A spokesman for the committee also confirmed to The New York Times it was still reviewing the subpoena and intended to cooperate with the investigation.
The subpoena lists only two specific names: Imaad Zuberi and his investment firm, Avenue Ventures LLC.
A spokesman for Zuberi, whose company gave $900,000 to the inaugural committee, told The New York Times he gave directly and generously to the inaugural committee but wasn't aware of having been named in the subpoena.
A spokesperson for the U.S. Attorney's Office in the Southern District of New York didn't immediately comment.
Prosecutors are investigating how the money was spent and how tickets for the exclusive events were allocated.
Attendees at Trump's events included wealthy Russians and Ukrainians. It hasn't been disclosed how they gained access and the extent of foreign money spent. No money can be accepted from foreign nationals because of Federal Election Commission rules.
Prosecutors reportedly are investigating whether inaugural committee made false statements to the Federal Election Commission.
Sam Patten, an associate of ex-Trump campaign chairman Paul Manafort, has disclosed he helped foreign donors give money to the committee and a U.S. citizen served as a "straw" buyer of tickets for a Ukrainian client who wanted to attend the festivities, according to August legal filings.

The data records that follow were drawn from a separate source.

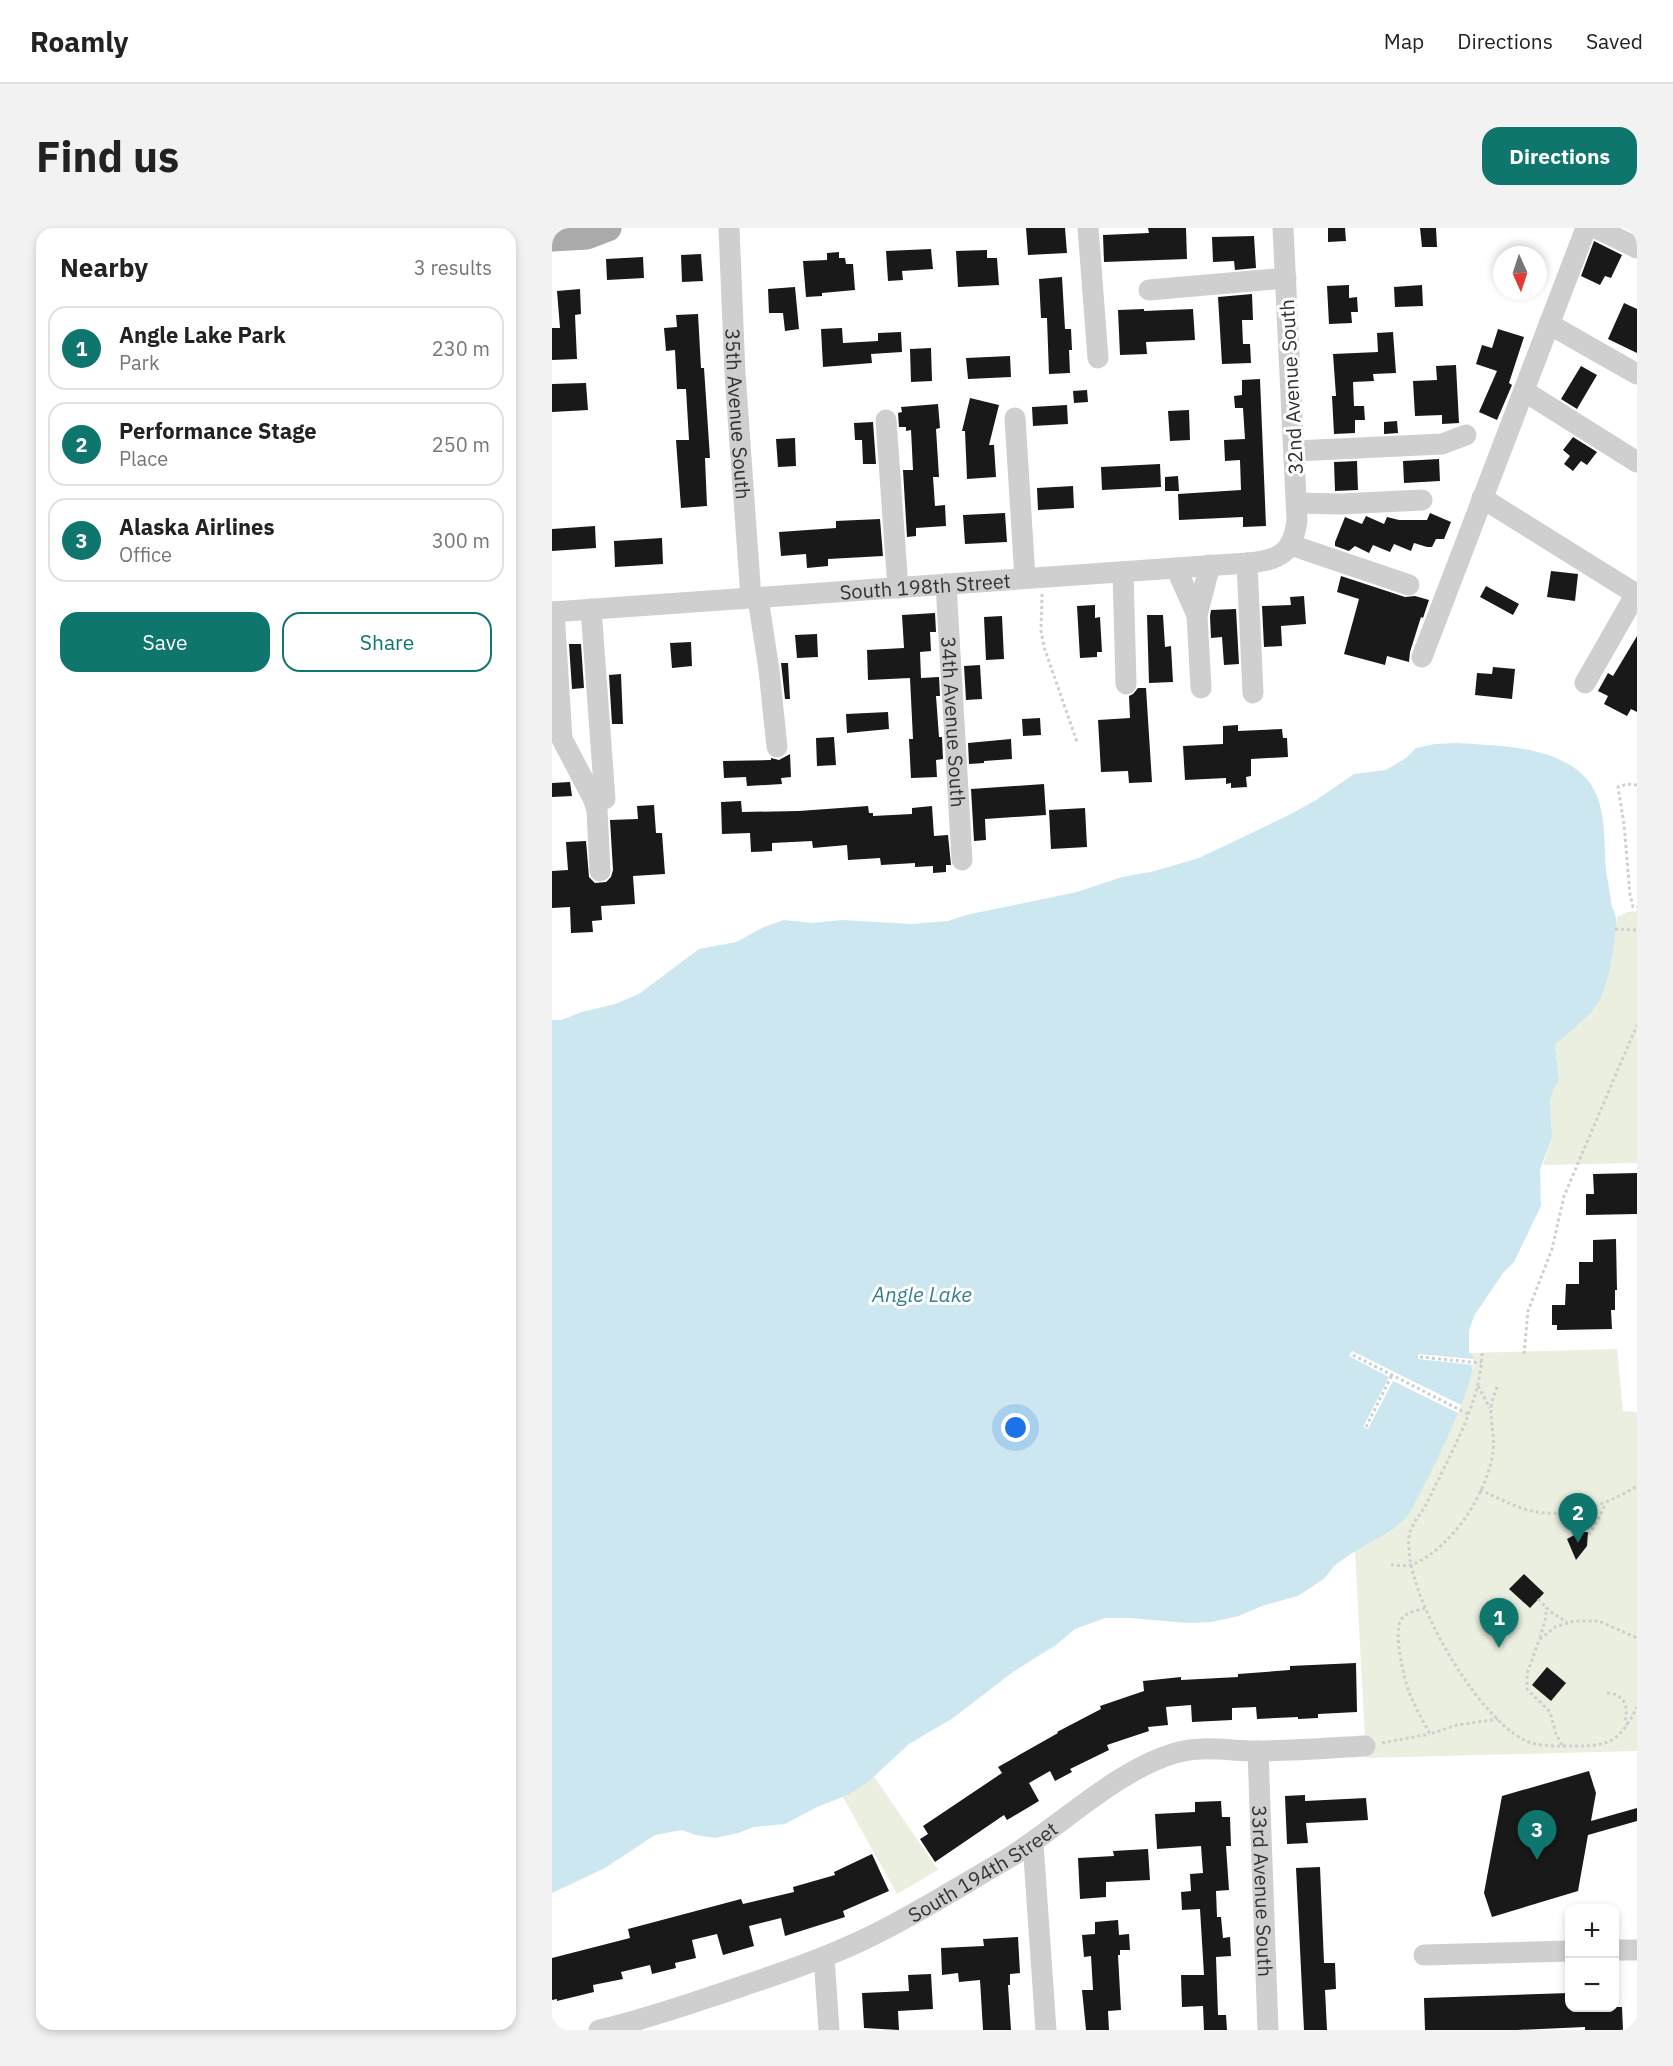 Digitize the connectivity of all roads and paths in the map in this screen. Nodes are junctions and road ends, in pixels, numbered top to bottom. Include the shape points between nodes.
1 (608, 228) edge
2 (729, 228) edge
3 (1088, 228) edge
4 (1283, 228) edge
5 (1586, 228) edge
6 (1596, 228) edge
7 (552, 238) edge
8 (1637, 248) edge
9 (1286, 278) junction
10 (1149, 290) dead end
11 (1549, 324) junction
12 (1098, 358) dead end
13 (1637, 374) edge
14 (1524, 391) junction
15 (1015, 418) dead end
16 (886, 420) dead end
17 (1466, 435) dead end
18 (1294, 451) junction
19 (1637, 462) edge
20 (1482, 498) junction
21 (1422, 500) dead end
22 (1297, 503) junction
23 (1291, 545) junction
24 (1247, 563) junction
25 (1210, 565) junction
26 (1176, 567) junction
27 (1123, 572) junction
28 (1034, 578) junction
29 (946, 584) junction
30 (1409, 585) dead end
31 (898, 588) junction
32 (1636, 593) edge
33 (754, 598) junction
34 (591, 609) junction
35 (553, 612) edge
36 (1197, 615) junction
37 (1422, 657) dead end
38 (1585, 683) dead end
39 (1126, 684) dead end
40 (1201, 688) dead end
41 (1253, 693) dead end
42 (1077, 742) dead end
43 (777, 747) dead end
44 (1637, 786) edge
45 (605, 799) dead end
46 (962, 860) dead end
47 (600, 870) dead end
48 (1637, 907) edge
49 (1615, 929) dead end
50 (1637, 930) edge
51 (1637, 1025) edge
52 (1482, 1353) dead end
53 (1524, 1354) dead end
54 (1353, 1355) dead end
55 (1420, 1357) dead end
56 (1481, 1363) junction
57 (1392, 1376) junction
58 (1498, 1384) dead end
59 (1478, 1386) junction
60 (1491, 1410) junction
61 (1468, 1413) junction
62 (1366, 1427) dead end
63 (1637, 1486) edge
64 (1480, 1490) junction
65 (1603, 1504) junction
66 (1589, 1535) dead end
67 (1391, 1565) dead end
68 (1412, 1566) junction
69 (1539, 1599) dead end
70 (1425, 1608) junction
71 (1546, 1608) junction
72 (1567, 1623) junction
73 (1637, 1638) edge
74 (1539, 1640) junction
75 (1607, 1693) dead end
76 (1637, 1707) edge
77 (1498, 1719) junction
78 (1628, 1725) junction
79 (1430, 1734) junction
80 (1365, 1746) joint
81 (1562, 1746) junction
82 (1258, 1751) junction
83 (1034, 1843) junction
84 (1619, 1950) edge
85 (1637, 1950) edge
86 (1565, 1952) edge
87 (1424, 1955) dead end
88 (824, 1957) junction
89 (599, 2030) edge
90 (829, 2030) edge
91 (1046, 2030) edge
92 (1268, 2030) edge

1 - 7 main road via 586,236
2 - 33 street, 35th Avenue South via 735,373
3 - 12 street
4 - 9 street, 32nd Avenue South
5 - 11 street
6 - 8 street
9 - 10 street
9 - 18 street, 32nd Avenue South
11 - 13 street
11 - 14 street
14 - 19 street
14 - 20 street
15 - 28 street
16 - 31 street
17 - 18 street via 1442,444
18 - 22 street, 32nd Avenue South
20 - 32 street
20 - 37 street
21 - 22 street
22 - 23 street, 32nd Avenue South via 1296,534
23 - 24 street, South 198th Street via 1267,560
23 - 30 street
24 - 25 street, South 198th Street
24 - 41 street
25 - 26 street, South 198th Street
25 - 36 street
26 - 27 street, South 198th Street
26 - 36 street
27 - 28 street, South 198th Street
27 - 39 street
28 - 29 street, South 198th Street
28 - 42 path via 1044,646
29 - 31 street, South 198th Street
29 - 46 street, 34th Avenue South
31 - 33 street, South 198th Street
32 - 38 street
33 - 34 street, South 198th Street
33 - 43 street, 35th Avenue South via 769,670
34 - 35 street, South 198th Street
34 - 45 street
35 - 47 street via 562,739 597,810
36 - 40 street
44 - 48 path via 1618,787 1630,894 1633,907
49 - 50 path
51 - 53 path via 1564,1196 1552,1249 1528,1311
52 - 56 path
54 - 57 path
55 - 56 path
56 - 59 path
57 - 61 path
57 - 62 path
58 - 60 path
59 - 60 path
59 - 61 path
60 - 64 path via 1493,1450
61 - 68 path via 1409,1535
63 - 65 path
64 - 65 path via 1542,1513
64 - 68 path via 1467,1517 1453,1534
65 - 66 path
67 - 68 path
68 - 70 path
69 - 71 path
70 - 77 path via 1461,1676
70 - 79 path via 1405,1615 1398,1633 1409,1692
71 - 72 path
71 - 74 path
72 - 73 path via 1599,1621
72 - 74 path
74 - 81 path via 1527,1674 1527,1689 1550,1712
75 - 78 path via 1622,1698
76 - 78 path
77 - 79 path
77 - 81 path via 1523,1740
78 - 81 path via 1617,1738 1607,1742
79 - 80 path
80 - 82 street, South 194th Street
82 - 83 street, South 194th Street via 1199,1749 1158,1759 1111,1786
82 - 92 street, 33rd Avenue South
83 - 88 street, South 194th Street via 913,1914
83 - 91 street
84 - 85 street
86 - 87 street
88 - 89 street, South 194th Street via 631,2023
88 - 90 street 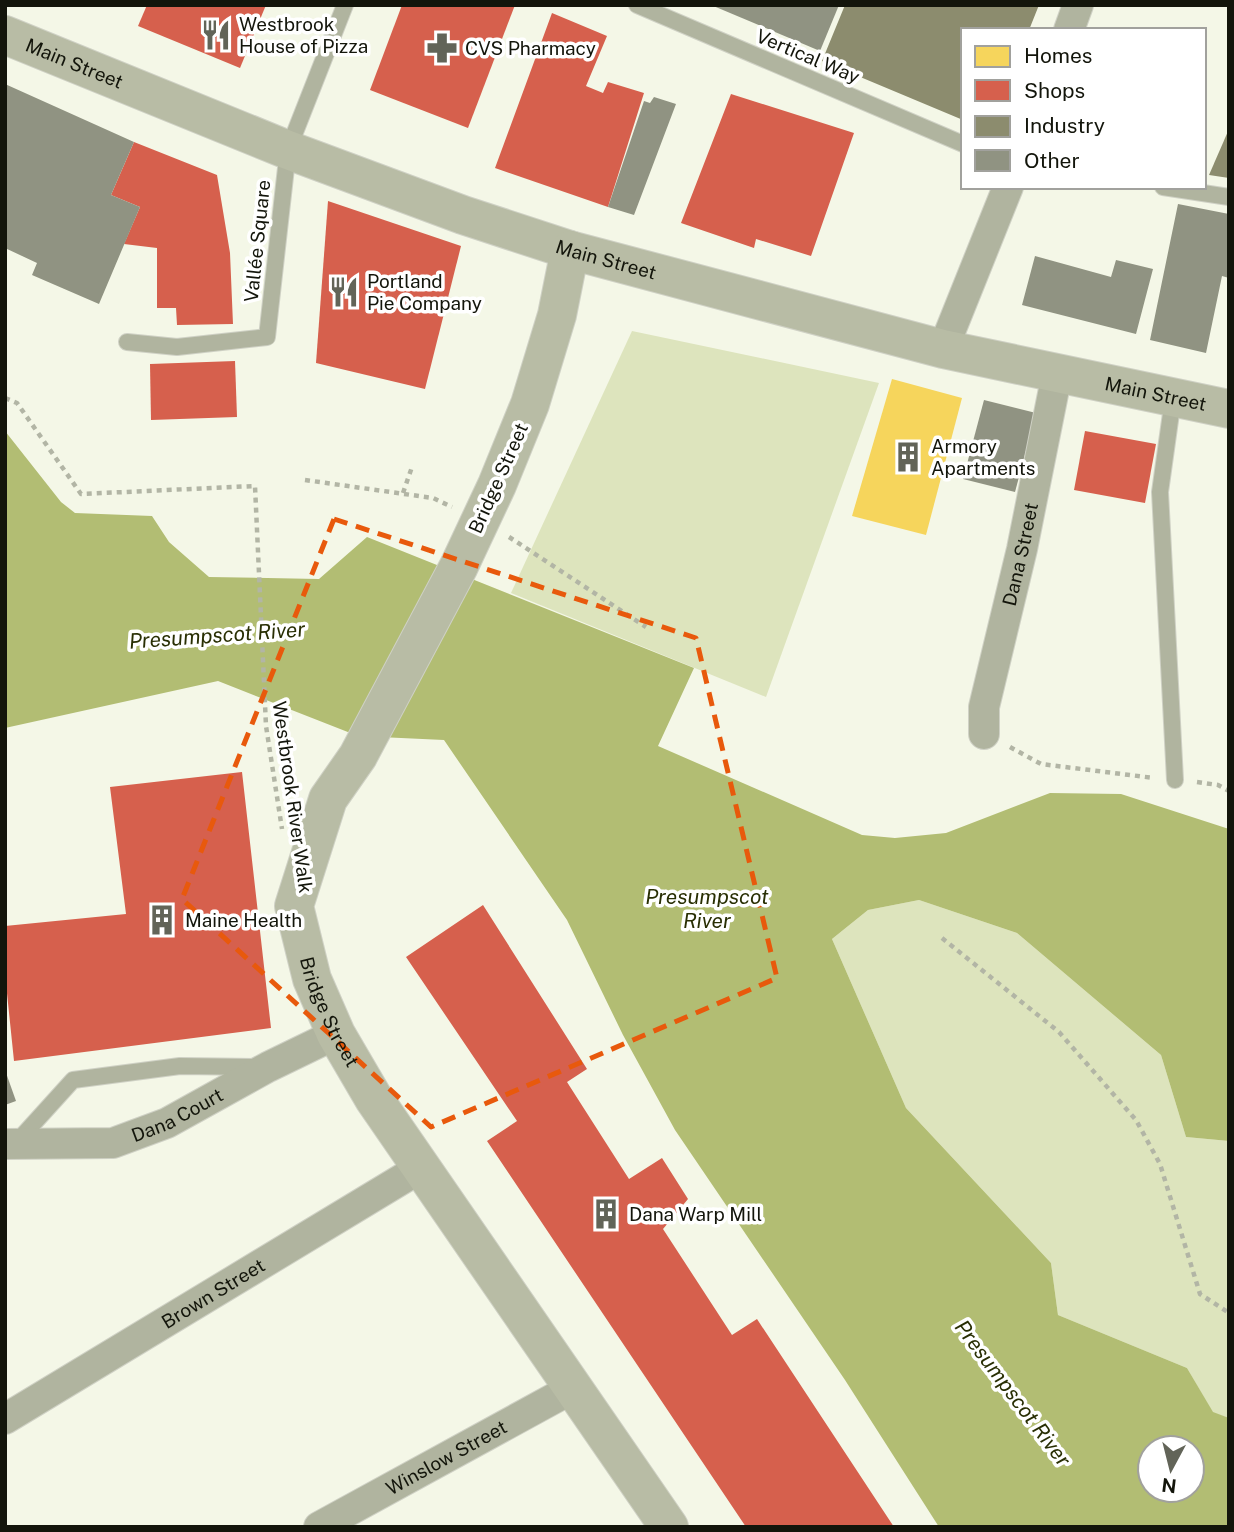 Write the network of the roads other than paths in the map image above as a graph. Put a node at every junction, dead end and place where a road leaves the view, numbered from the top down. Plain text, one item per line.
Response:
1 (345, 5) edge
2 (637, 5) edge
3 (1077, 5) edge
4 (1070, 28) edge
5 (5, 35) edge
6 (961, 143) edge
7 (288, 150) junction
8 (1007, 189) edge
9 (1175, 189) edge
10 (1229, 198) edge
11 (570, 250) junction
12 (127, 342) dead end
13 (943, 349) junction
14 (1057, 374) junction
15 (1173, 399) junction
16 (1229, 409) edge
17 (984, 734) road end
18 (1175, 780) dead end
19 (336, 1034) junction
20 (268, 1067) junction
21 (10, 1144) edge
22 (422, 1167) junction
23 (573, 1388) junction
24 (5, 1419) edge
25 (319, 1527) edge
26 (669, 1527) edge

1 - 7 lane, Vallée Square
2 - 6 lane, Vertical Way
3 - 4 street
5 - 7 street, Main Street
7 - 11 street, Main Street
7 - 12 lane, Vallée Square
8 - 13 street
9 - 10 lane
11 - 13 street, Main Street
11 - 19 street, Bridge Street
13 - 14 street, Main Street
14 - 15 street, Main Street
14 - 17 street, Dana Street
15 - 16 street, Main Street
15 - 18 lane
19 - 20 street, Dana Court
19 - 22 street, Bridge Street
20 - 21 street, Dana Court
20 - 21 lane
22 - 23 street, Bridge Street
22 - 24 street, Brown Street
23 - 25 street, Winslow Street
23 - 26 street, Bridge Street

Manafort has been convicted of bank and tax fraud.
Special counsel Robert Mueller is also examining the Trump campaign's ties to Russia. And the same federal prosecutors in New York are probing the Trump Organization.
Trump's press secretary, Sarah Huckabee Sanders, was asked by reporters late last year when reports of an inaugural committee investigation emerged.
"That doesn't have anything to do with the president or first lady," Sanders said. "The biggest thing the president did in his engagement with the inauguration was to come out here and raise his hand and take the oath of office. The president was focused on the transition during that time and not on any of the planning for the inaugural."